Jesus sees the inevitability of his death as he challenges the leaders of the temple who are collaborating with the Roman occupation of their country. He has told his disciples he is facing a showdown with these leaders who are puppets of Rome and he is going to be executed.
The disciples don’t grasp Jesus’ message of nonviolence. They are expecting a violent showdown in which Jesus will end up leading the way to a military victory.
This expectation leads James and John to make a brash request: “Grant us to sit, one at your right hand and one at your left, in your glory.” Their request reveals clearly their expectation that Jesus will be a victor in the looming conflict with the temple authorities and, more than that, that he will be successful in a military campaign to overwhelm the Roman occupation forces.
The other disciples become angry with James and John for trying to steal positions of power with Jesus in his kingdom. Jesus cuts off this attempt with these words: “You know that among the Gentiles those whom they recognize as their rulers lord it over them, and their great ones are tyrants over them. But it is not so among you; but whoever wishes to become great among you must be your servant, and whoever wishes to be first among you must be slave of all. For the Son of Man came not to be served but to serve, and to give his life a ransom for many.”
This has to be one of Jesus’ most striking self-descriptions. Nonviolence isn’t a strategy of Jesus. It is an expression of who he is. It is one way of saying he is the embodiment of God’s love.
John Lewis got it right: Nonviolence is an expression of Jesus’ love. This means, of course, that if God is love like this, then God is a nonviolent being — the many biblical narratives to the contrary notwithstanding.
These violent biblical narratives are the seedbed for what Walter Wink has called “the myth of redemptive violence”[5] — the myth that violence will bring peace, that it will get us the world we want, that all will be well once we win with violence. John Lewis’ spirit tells us this is not the truth, that the Beloved Community is created through the persistent courage of nonviolence.

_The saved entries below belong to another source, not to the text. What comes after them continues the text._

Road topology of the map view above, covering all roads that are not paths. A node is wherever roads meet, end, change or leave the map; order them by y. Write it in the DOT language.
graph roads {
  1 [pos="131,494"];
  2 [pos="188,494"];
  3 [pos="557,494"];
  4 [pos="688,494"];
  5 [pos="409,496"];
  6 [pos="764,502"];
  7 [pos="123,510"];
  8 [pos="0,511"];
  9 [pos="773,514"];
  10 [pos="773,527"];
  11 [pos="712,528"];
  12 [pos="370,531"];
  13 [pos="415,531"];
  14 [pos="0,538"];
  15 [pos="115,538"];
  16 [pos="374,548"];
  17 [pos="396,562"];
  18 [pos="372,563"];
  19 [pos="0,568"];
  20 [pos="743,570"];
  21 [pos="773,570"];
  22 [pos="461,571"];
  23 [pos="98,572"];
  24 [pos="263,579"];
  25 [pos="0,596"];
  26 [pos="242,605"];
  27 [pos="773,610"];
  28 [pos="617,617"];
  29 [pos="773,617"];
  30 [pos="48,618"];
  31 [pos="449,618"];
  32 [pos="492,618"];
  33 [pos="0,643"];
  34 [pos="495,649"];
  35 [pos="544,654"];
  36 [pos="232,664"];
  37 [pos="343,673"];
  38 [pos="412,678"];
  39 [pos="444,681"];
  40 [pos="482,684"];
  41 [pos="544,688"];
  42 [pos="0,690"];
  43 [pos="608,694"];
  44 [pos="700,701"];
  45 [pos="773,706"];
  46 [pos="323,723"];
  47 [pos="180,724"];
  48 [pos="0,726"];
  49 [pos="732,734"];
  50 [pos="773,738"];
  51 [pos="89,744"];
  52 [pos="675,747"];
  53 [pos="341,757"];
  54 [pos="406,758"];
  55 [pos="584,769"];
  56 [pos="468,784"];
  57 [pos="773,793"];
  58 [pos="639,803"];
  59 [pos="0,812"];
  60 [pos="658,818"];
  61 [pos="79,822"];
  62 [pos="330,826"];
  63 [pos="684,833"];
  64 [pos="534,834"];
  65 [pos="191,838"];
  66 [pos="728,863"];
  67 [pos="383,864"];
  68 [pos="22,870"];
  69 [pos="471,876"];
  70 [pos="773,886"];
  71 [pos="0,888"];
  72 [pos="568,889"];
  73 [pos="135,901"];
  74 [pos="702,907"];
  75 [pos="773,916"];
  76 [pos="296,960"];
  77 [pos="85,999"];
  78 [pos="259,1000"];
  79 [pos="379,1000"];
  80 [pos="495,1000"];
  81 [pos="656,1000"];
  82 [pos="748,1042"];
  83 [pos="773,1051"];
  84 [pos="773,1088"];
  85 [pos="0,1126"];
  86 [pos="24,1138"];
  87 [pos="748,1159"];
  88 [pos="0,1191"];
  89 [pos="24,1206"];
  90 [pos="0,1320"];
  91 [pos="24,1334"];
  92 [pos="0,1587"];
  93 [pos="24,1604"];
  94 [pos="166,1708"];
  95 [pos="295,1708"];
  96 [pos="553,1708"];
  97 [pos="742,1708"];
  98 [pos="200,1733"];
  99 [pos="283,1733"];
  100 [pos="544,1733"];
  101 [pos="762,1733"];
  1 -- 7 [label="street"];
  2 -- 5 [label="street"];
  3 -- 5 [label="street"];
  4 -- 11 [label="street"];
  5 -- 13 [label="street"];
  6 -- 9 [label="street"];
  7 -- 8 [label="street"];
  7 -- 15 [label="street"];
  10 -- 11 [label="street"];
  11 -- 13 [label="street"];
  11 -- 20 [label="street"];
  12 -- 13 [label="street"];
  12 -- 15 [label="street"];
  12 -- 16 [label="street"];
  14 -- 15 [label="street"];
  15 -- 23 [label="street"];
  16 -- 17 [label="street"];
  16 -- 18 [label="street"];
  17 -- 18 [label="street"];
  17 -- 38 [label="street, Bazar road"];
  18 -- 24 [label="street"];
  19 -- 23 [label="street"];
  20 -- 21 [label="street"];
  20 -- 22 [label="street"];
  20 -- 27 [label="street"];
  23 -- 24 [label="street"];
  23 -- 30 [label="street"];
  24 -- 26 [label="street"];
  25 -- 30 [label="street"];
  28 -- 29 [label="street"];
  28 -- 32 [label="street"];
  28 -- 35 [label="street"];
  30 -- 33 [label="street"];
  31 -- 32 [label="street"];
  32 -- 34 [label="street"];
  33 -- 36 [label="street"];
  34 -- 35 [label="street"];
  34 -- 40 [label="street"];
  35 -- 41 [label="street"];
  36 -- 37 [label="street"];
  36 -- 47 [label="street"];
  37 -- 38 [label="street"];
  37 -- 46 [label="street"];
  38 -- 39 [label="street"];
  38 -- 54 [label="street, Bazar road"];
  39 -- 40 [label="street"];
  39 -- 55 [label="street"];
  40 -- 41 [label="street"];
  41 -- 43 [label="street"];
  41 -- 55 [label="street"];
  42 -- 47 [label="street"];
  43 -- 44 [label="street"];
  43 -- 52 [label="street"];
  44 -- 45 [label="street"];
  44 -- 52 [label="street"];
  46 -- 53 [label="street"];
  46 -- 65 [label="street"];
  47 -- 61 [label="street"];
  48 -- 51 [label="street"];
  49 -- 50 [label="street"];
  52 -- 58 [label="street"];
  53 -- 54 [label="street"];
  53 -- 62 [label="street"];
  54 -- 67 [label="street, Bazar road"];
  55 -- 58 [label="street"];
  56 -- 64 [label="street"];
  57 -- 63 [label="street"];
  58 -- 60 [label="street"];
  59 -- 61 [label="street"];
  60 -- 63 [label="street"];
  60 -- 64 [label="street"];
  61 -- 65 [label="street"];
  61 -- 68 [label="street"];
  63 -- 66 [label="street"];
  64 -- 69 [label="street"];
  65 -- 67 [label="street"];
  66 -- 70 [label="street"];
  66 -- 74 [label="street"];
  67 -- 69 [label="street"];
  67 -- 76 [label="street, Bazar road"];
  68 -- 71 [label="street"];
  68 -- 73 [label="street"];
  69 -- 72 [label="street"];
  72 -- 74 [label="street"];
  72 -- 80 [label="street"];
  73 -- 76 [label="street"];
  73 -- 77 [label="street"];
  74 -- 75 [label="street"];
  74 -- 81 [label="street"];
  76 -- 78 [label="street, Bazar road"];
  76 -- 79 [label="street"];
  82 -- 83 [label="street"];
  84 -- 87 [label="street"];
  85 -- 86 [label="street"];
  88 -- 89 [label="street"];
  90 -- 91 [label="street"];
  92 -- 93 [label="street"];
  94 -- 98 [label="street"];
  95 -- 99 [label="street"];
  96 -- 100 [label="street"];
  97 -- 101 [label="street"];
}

Richard Hester is professor of pastoral theology, retired, from Phillips Theological Seminary, Tulsa, Okla. and Southeastern Baptist Theological Seminary, Wake Forest, N.C. He led the Southeastern Seminary faculty opposition to the fundamentalist control of the school. He completed his career as senior therapist at Triangle Pastoral Counseling, Raleigh, N.C., where he established the Narrative Therapy Seminar. His forthcoming book, Theological Education in a New Key: Narrative, Belonging, Diversity, is to be published in January 2025.
Related articles:
Remembering John Lewis: An invitation to make ‘good trouble’ | Opinion by Aidsand Wright-Riggins
History will judge both John Lewis and Donald Trump | Opinion by Rob Sellers
Notes:
[1] Marcus J. Borg and John Dominic Crossan, The Last Week: What the Gospels Really Teach about Jesus’s Final Days in Jerusalem (San Francisco: HarperSanFrancisco, 2006), 2.
[2] In 1995 Rev. John Dear interviewed John Lewis. In 2021 he recovered that interview and published it in Waging Nonviolence: People Powered News & Analysis, March 3, 2021. All the quotes by John Lewis I’ve drawn from that interview.
[3] Rachel Carroll Rivers and Eric Ward, Decoding the Plan to Undo Democracy: The Year in Hate & Extremism 2023, Southern Poverty Law Center (Montgomery, AL, 2024).
[4] Robert P. Jones, White Too Long: The Legacy of White Supremacy in American Christianity (New York: Simon & Schuster, 2020), 6.
[5] Walter Wink, The Powers that Be: Theology for a New Millennium (New York: Doubleday, 1998), 42-62.